Here are the relative performances of $US Gold, the $US Index, and the Dow since Gold broke above $US 300 to stay on March 27, 2002:

MarketMarch 27Sept. 5ResultPercent
$US Gold$302.20$377.70+$75.50+24.98%
$US Index118.9197.13-21.78-18.32%
Dow104279503-924-8.86%

If you doubt that Gold's breaking back above the $US 300 barrier to stay in March 2002 was a "sea change" for world markets, a glance at the percentages in this table should settle the matter beyond all reasonable doubt.

On the daily bar chart, the Gold price came back to touch its shorter-term (10 day) moving average (MA) earlier in the week before its spurt on Friday carried it to the second highest spot future close of the year. The $US 379 2003 high is the only barrier left between the overwhelming Commercial short position on the Comex and potential carnage.

On the weekly bar chart, this week's trading has all been ABOVE the dotted red line connecting the February and May 2003 highs. The longer-term chart shows that the series of lower highs and higher lows set since the February 2003 has been broken. It also shows that for the second week in a row, Gold is right at the TOP of its post December 2001 uptrend.

Last week, Gold broke above the top of a very tight trading range on the point and figure chart. Ever since then, the chart has gone straight up and is now two "X"s below its 2003 high. On this chart, a spot future close of $US 382 or higher would CONFIRM another upleg in the Gold bull market.

Here's another perspective - a comparison between Gold's 2002 low and its present price and the $US index 2002 high and its present "price". All data is on CLOSING levels:

Market2002 High/LowSept. 5ResultPercent
$US Gold$278.40 (1/24)$377.70+$99.30+35.67%
$US Index120.59 (1/31)97.13-23.46-19.45%

You will find charts of the $US index and Gold here for comparison.

Last week, we said that a lot of "Gold bugs" are nervous because Gold was getting very close to its 2003 high again, after seven months of trying to exceed it. Of course, Gold is even closer this week.

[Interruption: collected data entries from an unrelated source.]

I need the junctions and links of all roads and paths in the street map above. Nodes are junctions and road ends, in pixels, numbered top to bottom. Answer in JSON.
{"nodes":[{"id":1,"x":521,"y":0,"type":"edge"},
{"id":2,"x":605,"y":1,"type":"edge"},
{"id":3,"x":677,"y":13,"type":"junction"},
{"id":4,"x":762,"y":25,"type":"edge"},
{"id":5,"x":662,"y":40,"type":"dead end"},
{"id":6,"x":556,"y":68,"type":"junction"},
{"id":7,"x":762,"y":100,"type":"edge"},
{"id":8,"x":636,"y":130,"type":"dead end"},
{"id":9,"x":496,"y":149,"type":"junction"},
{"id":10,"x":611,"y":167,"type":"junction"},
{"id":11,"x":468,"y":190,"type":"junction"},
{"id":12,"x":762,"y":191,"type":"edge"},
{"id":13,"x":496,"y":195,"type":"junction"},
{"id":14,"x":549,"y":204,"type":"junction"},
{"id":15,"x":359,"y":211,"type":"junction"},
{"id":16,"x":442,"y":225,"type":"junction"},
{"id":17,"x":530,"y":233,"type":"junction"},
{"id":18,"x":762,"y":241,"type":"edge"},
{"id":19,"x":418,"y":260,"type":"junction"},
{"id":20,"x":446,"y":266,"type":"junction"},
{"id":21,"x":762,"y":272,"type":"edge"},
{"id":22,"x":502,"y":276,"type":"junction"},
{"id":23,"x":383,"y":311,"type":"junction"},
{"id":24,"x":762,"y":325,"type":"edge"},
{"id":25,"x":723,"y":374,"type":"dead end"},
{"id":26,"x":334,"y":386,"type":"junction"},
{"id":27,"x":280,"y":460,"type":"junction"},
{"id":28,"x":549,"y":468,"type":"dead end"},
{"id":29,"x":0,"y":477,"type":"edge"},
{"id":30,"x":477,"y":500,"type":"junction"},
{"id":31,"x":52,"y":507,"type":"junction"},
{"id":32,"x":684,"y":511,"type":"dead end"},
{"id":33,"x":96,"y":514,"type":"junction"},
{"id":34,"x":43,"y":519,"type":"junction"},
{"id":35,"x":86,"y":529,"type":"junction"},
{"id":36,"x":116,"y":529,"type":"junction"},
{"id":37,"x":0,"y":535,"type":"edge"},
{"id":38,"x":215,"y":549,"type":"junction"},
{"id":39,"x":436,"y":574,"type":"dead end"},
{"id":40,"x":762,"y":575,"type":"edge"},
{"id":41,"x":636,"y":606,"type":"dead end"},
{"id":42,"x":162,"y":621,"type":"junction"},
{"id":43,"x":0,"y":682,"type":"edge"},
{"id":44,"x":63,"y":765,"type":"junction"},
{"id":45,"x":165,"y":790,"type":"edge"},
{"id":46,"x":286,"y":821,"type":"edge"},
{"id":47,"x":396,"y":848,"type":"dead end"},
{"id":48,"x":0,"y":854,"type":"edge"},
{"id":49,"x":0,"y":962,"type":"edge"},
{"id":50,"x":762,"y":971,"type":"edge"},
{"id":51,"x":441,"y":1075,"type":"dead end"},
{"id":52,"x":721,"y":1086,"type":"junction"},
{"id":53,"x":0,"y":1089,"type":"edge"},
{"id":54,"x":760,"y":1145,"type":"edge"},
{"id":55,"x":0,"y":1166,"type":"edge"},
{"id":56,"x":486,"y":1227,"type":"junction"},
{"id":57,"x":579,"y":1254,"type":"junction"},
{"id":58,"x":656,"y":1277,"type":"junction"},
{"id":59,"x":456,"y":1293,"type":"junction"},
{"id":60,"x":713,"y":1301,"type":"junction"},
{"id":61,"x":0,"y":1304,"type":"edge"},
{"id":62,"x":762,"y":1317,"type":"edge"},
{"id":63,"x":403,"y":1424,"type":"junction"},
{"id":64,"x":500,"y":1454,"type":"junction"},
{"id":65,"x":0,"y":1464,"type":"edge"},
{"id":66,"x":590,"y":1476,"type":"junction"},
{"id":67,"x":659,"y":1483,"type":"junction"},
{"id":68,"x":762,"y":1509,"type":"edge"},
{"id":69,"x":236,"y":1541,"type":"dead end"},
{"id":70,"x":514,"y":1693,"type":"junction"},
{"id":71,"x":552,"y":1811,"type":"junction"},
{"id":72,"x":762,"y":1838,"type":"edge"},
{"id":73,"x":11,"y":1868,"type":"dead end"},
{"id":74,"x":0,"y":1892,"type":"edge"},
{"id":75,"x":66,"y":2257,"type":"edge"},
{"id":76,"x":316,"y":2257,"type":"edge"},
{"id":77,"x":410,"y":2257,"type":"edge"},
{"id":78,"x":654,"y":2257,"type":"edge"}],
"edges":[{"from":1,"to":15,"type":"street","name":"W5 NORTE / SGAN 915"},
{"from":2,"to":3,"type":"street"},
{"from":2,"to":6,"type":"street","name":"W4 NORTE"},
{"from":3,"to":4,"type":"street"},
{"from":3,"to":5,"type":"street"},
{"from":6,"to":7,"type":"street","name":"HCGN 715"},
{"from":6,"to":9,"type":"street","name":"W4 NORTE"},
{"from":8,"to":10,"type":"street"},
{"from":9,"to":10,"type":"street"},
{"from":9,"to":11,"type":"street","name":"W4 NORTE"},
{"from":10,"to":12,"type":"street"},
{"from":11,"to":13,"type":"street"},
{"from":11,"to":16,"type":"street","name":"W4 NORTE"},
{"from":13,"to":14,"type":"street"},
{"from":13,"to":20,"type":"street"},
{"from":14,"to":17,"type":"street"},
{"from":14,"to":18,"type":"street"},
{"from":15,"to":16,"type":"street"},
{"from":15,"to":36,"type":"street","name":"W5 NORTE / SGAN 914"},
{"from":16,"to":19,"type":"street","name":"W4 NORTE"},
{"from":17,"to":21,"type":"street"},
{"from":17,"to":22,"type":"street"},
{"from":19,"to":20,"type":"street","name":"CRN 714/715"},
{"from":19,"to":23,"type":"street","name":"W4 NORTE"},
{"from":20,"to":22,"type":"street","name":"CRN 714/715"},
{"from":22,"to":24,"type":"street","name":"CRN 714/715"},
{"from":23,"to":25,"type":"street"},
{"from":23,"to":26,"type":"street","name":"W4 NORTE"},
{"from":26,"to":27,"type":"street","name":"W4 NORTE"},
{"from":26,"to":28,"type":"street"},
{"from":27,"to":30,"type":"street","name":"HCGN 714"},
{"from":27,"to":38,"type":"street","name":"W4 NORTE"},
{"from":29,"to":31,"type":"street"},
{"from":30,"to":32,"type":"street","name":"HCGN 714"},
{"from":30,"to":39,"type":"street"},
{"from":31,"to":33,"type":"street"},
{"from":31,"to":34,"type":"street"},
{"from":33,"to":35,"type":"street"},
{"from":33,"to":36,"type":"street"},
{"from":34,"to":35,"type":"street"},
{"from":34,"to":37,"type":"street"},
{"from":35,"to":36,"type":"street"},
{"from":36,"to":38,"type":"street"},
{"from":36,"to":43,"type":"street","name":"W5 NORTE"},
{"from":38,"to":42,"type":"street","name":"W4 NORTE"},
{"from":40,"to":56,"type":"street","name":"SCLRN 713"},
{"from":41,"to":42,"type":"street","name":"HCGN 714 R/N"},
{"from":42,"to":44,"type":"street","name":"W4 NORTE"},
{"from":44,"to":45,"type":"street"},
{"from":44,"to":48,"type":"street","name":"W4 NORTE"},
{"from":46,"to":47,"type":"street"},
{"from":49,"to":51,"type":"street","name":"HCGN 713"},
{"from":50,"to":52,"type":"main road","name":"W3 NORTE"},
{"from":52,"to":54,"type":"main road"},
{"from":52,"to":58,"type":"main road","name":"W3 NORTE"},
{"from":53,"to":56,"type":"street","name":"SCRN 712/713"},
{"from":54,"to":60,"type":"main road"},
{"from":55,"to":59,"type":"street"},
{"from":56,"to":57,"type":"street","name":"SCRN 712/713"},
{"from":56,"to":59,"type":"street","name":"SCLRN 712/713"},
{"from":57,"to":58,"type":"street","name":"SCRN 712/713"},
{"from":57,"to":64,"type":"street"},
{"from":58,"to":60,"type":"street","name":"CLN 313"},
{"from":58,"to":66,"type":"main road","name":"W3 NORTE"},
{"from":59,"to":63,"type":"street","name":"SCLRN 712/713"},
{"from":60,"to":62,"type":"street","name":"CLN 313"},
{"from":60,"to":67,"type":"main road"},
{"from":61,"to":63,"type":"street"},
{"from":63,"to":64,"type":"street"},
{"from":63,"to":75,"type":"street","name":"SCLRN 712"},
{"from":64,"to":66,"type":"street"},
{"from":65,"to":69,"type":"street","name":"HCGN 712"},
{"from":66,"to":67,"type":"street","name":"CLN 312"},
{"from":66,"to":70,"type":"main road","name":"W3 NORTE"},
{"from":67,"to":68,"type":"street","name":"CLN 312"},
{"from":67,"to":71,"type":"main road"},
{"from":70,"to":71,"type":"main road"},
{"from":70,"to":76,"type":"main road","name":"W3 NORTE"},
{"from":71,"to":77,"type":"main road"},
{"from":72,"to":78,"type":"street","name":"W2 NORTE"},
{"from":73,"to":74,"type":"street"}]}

The main problem here is that most US investors, including the ones who trade "paper Gold" on the Comex, are clutching feverishly onto the "feelgood" economic messages coming out of Washington and Wall Street while the rest of the world is staring with growing alarm at the painfully obvious "overstretch", both strategic AND financial, of the USA.

The US government has now admitted that they can't bear the burden of their Iraqi occupation alone. Why else go to the UN for help? And how could anyone outside Washington or Wall street take ANY US economic numbers seriously when it is reported that the US economy lost 93,000 jobs in August while US "unemployment" FELL(!??) from 6.2% to 6.1%.

As long as the US government could set the global geo-strategic and geo-financial agenda, they could paper over the ever widening cracks in their own internal economic and financial structure. As the Iraqi debacle so eloquently illustrates, those days are OVER. Even the IMF is now warning the Bush Administration about the consequences of their budget deficits. In such an atmosphere, the performance of Gold is remarkable, so far, for its reticence. The $US 379 2003 high is a big hurdle. Once it is cleared, look out above.